Regional Scale Nodes

The Regional Scale Nodes will extend continuous high-bandwidth (tens of Gigabits/second) and power (tens of kilowatts) to a network of many different types of instruments widely distributed across, above, and below the seafloor in the northeast Pacific Ocean

Cabled Underwater Research Facility

The University of Washington is leading the effort to develop the Regional Scale Nodes (RSN) component of the National Science Foundation's Ocean Observatories Initiative. This cabled underwater research facility will be constructed in the northeast Pacific Ocean off the coasts of Oregon and Washington.

World’s First

The RSN, together with the University of Victoria's NEPTUNE Canada network, will form the world's first ocean observatory to span a tectonic plate. The facility will provide a constant stream of data in real time from throughout the water, on the seafloor, and below the seafloor associated with the Juan de Fuca tectonic plate.

Why the Northeast Pacific Ocean?

A representative suite of the natural phenomena that occur throughout the world's oceans and seafloor also occur in, on, and above the Juan de Fuca tectonic plate, one of a dozen or so major plates that make up the surface of the Earth. Scientists will investigate locally such global processes as major ocean currents, active earthquake zones, creation of new seafloor,and rich environments of marine plants and animals.
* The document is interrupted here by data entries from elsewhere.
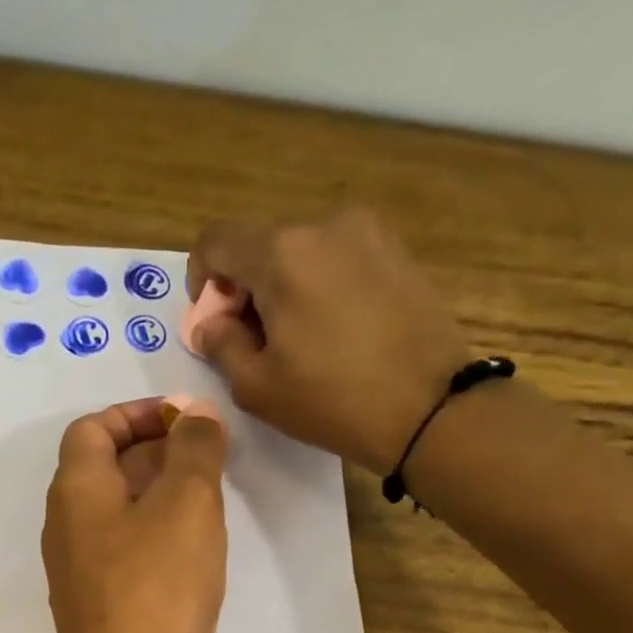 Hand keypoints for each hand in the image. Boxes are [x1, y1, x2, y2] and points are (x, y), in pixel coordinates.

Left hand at [42, 397, 227, 632]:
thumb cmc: (158, 585)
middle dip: (156, 453)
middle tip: (209, 458)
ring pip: (118, 514)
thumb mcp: (186, 503)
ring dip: (161, 496)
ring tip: (211, 500)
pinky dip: (157, 538)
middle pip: (104, 470)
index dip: (136, 414)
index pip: (92, 429)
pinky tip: (196, 553)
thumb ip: (194, 449)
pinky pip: (126, 553)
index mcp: (75, 491)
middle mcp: (67, 527)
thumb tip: (195, 414)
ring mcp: (80, 571)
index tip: (185, 421)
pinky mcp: (101, 607)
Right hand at [187, 205, 470, 472]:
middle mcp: (323, 225)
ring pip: (298, 249)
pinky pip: (335, 256)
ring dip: (281, 286)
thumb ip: (219, 344)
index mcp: (282, 253)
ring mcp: (367, 232)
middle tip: (254, 340)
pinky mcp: (395, 249)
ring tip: (298, 338)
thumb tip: (209, 323)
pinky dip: (318, 283)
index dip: (201, 281)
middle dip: (244, 287)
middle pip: (259, 244)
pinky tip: (333, 329)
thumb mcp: (256, 386)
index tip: (214, 322)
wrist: (431, 408)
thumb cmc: (332, 400)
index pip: (216, 241)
There will be five nodes on the main cable. Nodes are located in sites of highest scientific interest and will function as “outlets” on the seafloor where power, as well as communications connectivity, will be brought from shore via cable and will be available to instruments, sensors, and robots. This cruise focuses on mapping areas around locations of Node 1 (Hydrate Ridge) and Node 3 (Axial Volcano).